Experts have revealed the common mistakes guests make when booking a hotel room that means they often pay more than they should.

Here are some of the simple ways to make sure you get the best room while keeping your costs low.

John McMahon, the chief executive officer of online hotel travel agency Five Star Alliance, said one of the biggest mistakes people made was not questioning why a hotel room seemed to be a bargain.

“(Ask) things like, ‘Is there any construction going on at the hotel?’” he told Travel + Leisure.

“I once checked into a hotel in Tampa that overlooked the river. The only problem was the windows were covered with adhesive because they were cleaning the facade of the building.
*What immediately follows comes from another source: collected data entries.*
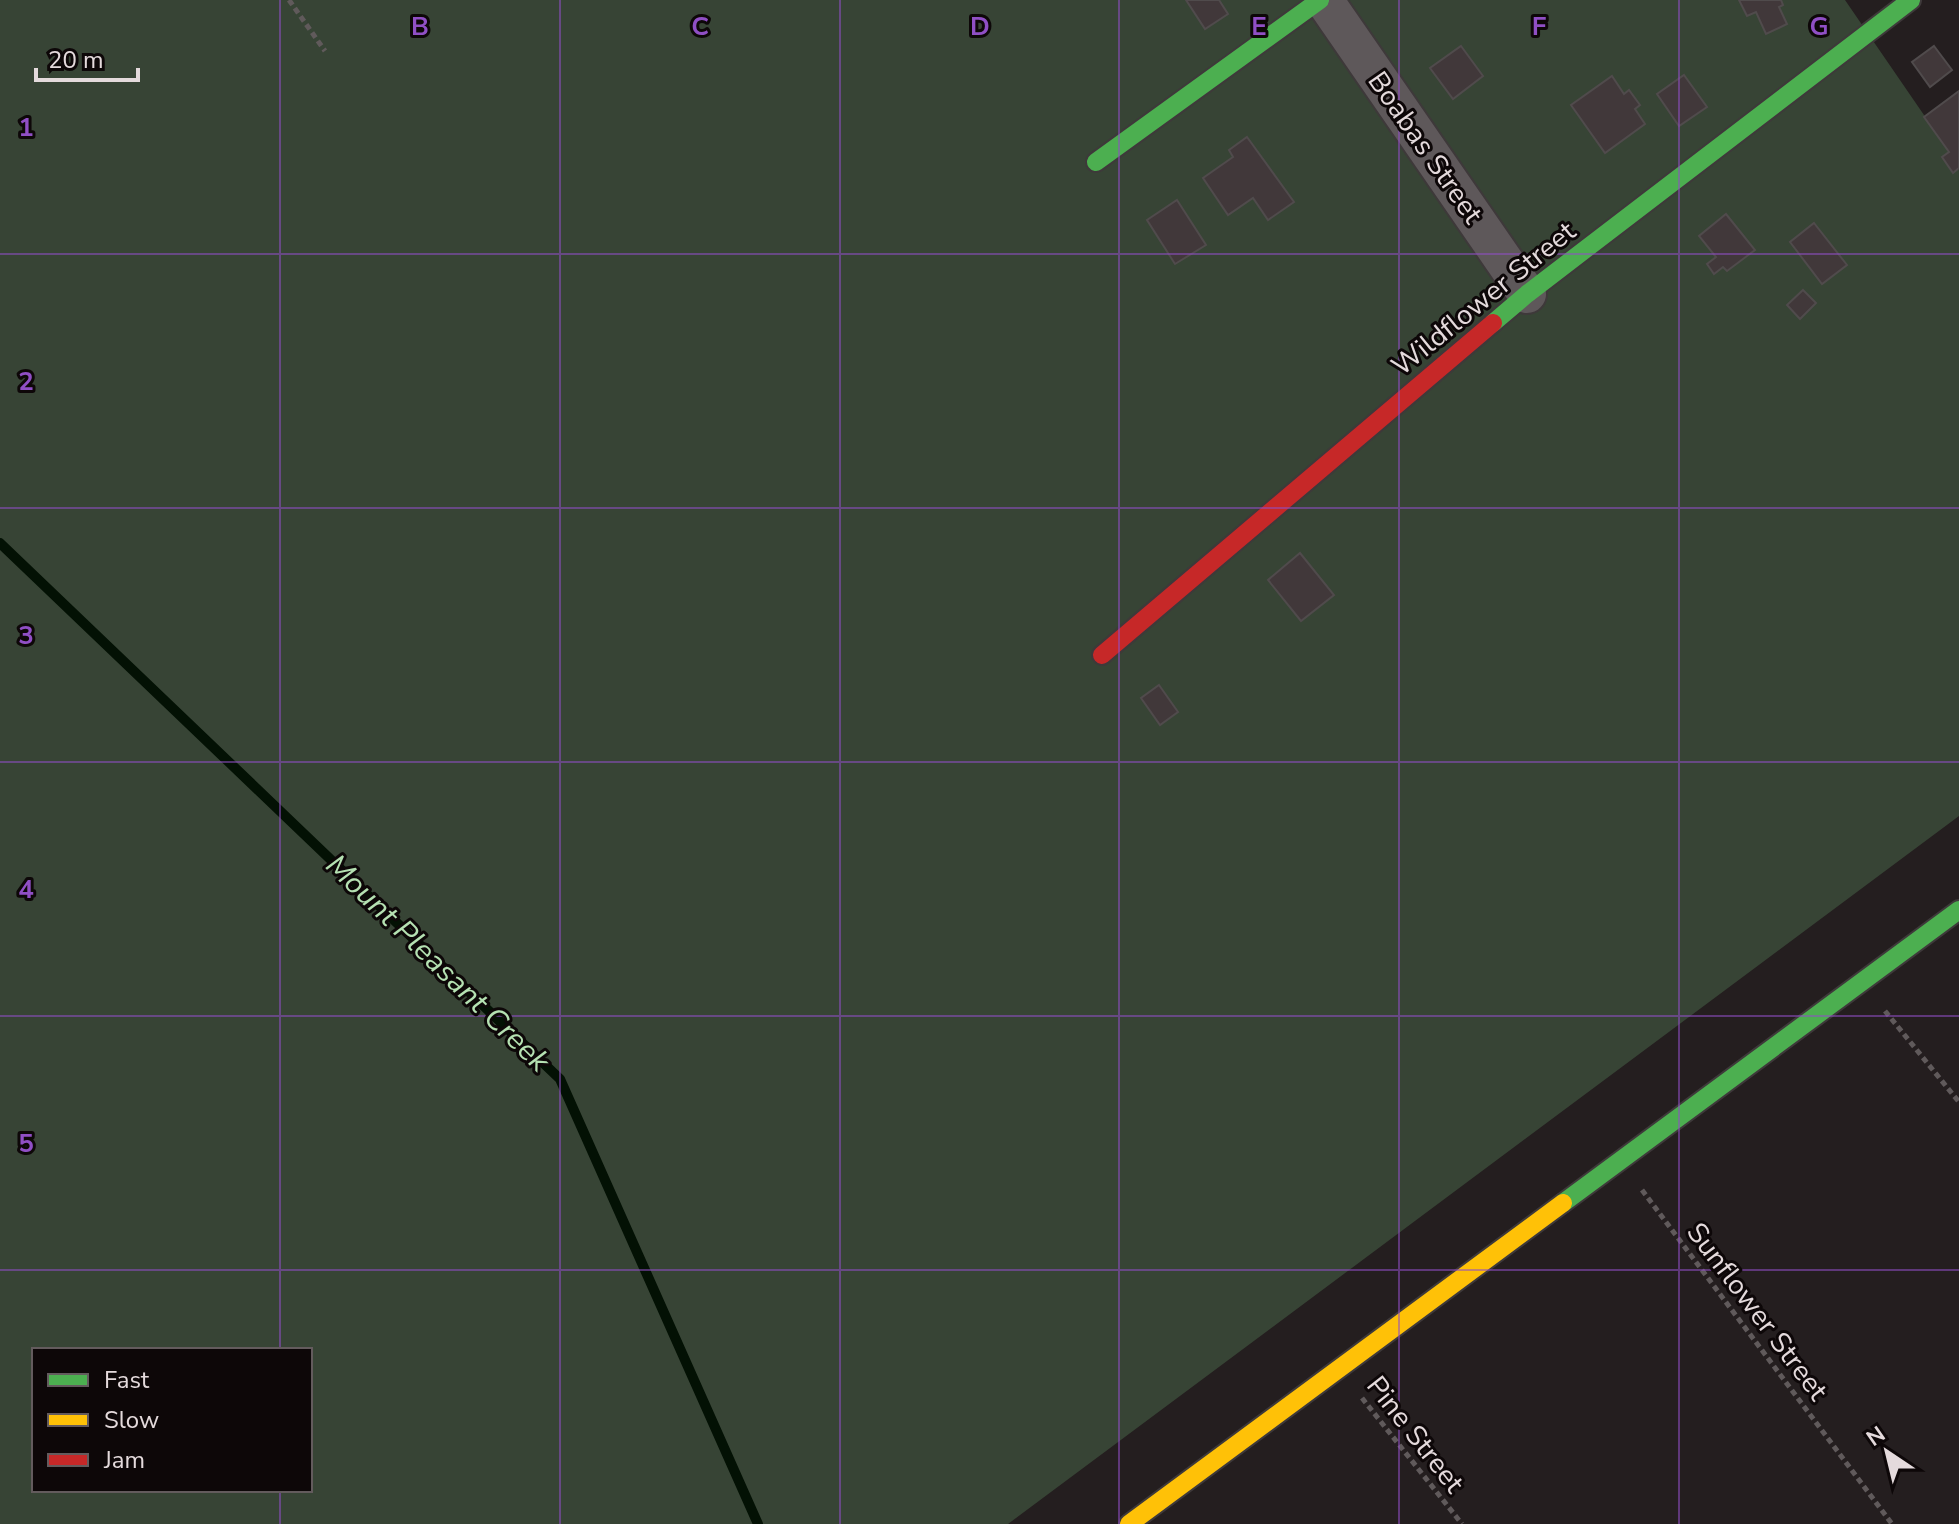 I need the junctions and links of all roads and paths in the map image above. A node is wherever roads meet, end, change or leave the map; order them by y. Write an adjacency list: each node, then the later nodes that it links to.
1 (289, 0): 4 (path)
2 (1322, 0): 5 (street); 6 (street, Boabas Street)
3 (1911, 0): 6 (street, Wildflower Street)
4 (325, 51)
5 (1096, 162)
6 (1527, 294): 7 (street, Wildflower Street)
7 (1102, 655)
8 (1959, 910): 9 (street)
9 (1861, 982): 10 (path); 11 (street)
10 (1959, 1102)
11 (1620, 1160): 12 (street); 15 (path, Sunflower Street)
12 (1339, 1369): 13 (street); 14 (path, Pine Street)
13 (1129, 1524)
14 (1462, 1524)
15 (1892, 1524)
So much for the view.”

Guests should also ask if things like service changes or cancellation fees were included, as this could make your stay much more expensive than first suggested.

Mr McMahon also said using booking or travel agents could offer hidden benefits, due to knowing the resorts and dealing with them often.
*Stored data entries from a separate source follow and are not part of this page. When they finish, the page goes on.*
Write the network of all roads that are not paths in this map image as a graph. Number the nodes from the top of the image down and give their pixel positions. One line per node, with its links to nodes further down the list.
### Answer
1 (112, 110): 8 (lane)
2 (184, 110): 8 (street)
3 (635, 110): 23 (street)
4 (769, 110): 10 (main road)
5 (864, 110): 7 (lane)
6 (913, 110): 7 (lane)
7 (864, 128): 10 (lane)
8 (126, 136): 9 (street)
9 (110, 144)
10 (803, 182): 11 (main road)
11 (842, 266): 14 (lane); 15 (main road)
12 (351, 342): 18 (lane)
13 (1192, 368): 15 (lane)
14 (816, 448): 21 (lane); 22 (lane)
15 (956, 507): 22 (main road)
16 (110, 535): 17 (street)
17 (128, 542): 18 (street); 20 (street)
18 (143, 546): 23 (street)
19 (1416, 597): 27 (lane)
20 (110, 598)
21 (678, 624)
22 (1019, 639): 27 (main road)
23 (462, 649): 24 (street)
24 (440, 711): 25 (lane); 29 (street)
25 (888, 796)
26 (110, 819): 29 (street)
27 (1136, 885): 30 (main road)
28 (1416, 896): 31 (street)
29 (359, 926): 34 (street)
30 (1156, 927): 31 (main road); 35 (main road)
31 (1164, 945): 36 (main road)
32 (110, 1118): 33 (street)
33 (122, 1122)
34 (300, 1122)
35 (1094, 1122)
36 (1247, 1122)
“Generally, it’s more advantageous to book through a travel consultant who can secure extra amenities because of their relationship with the hotel,” he said.

“Many travel advisers have contracts with hotels for automatic upgrades on bookings.”

If you want to take things into your own hands, be cheeky and tag them on social media before heading there.

“Honeymooners should follow the hotel on Twitter and Instagram and tag (them) a week in advance of their arrival,” he said.

“That puts your reservation on the hotel’s radar and will help your upgrade chances.”

Marriott Rewards vice president Rich Toohey agreed, saying the hotel had a system of points that meant it could give freebies or gifts to people who posted about their stay on social media.

“It was a cool opportunity for (guests) to take advantage of and participate by doing what they’re already doing,” he said of the initiative.

With the pandemic resulting in a lot of empty hotels, it could be worth just calling a hotel and seeing if they had any deals they couldn’t advertise online right now.

Jane Pendlebury, from British hospitality workers association HOSPA, who launched the Sleepover to Help Turnover scheme that offered freebies and discounts to hotel guests, spoke to Sun Online Travel about how to find a bargain following COVID-19 restrictions.

“Families should look where they want to go and just call the hotel – they may have great offers which they can’t make public but can offer you,” she said.

“You won’t find many big names putting deals out there in the public space as they don’t want to damage their brand or get their rates back to normal, but if you call them you can always get something even better.”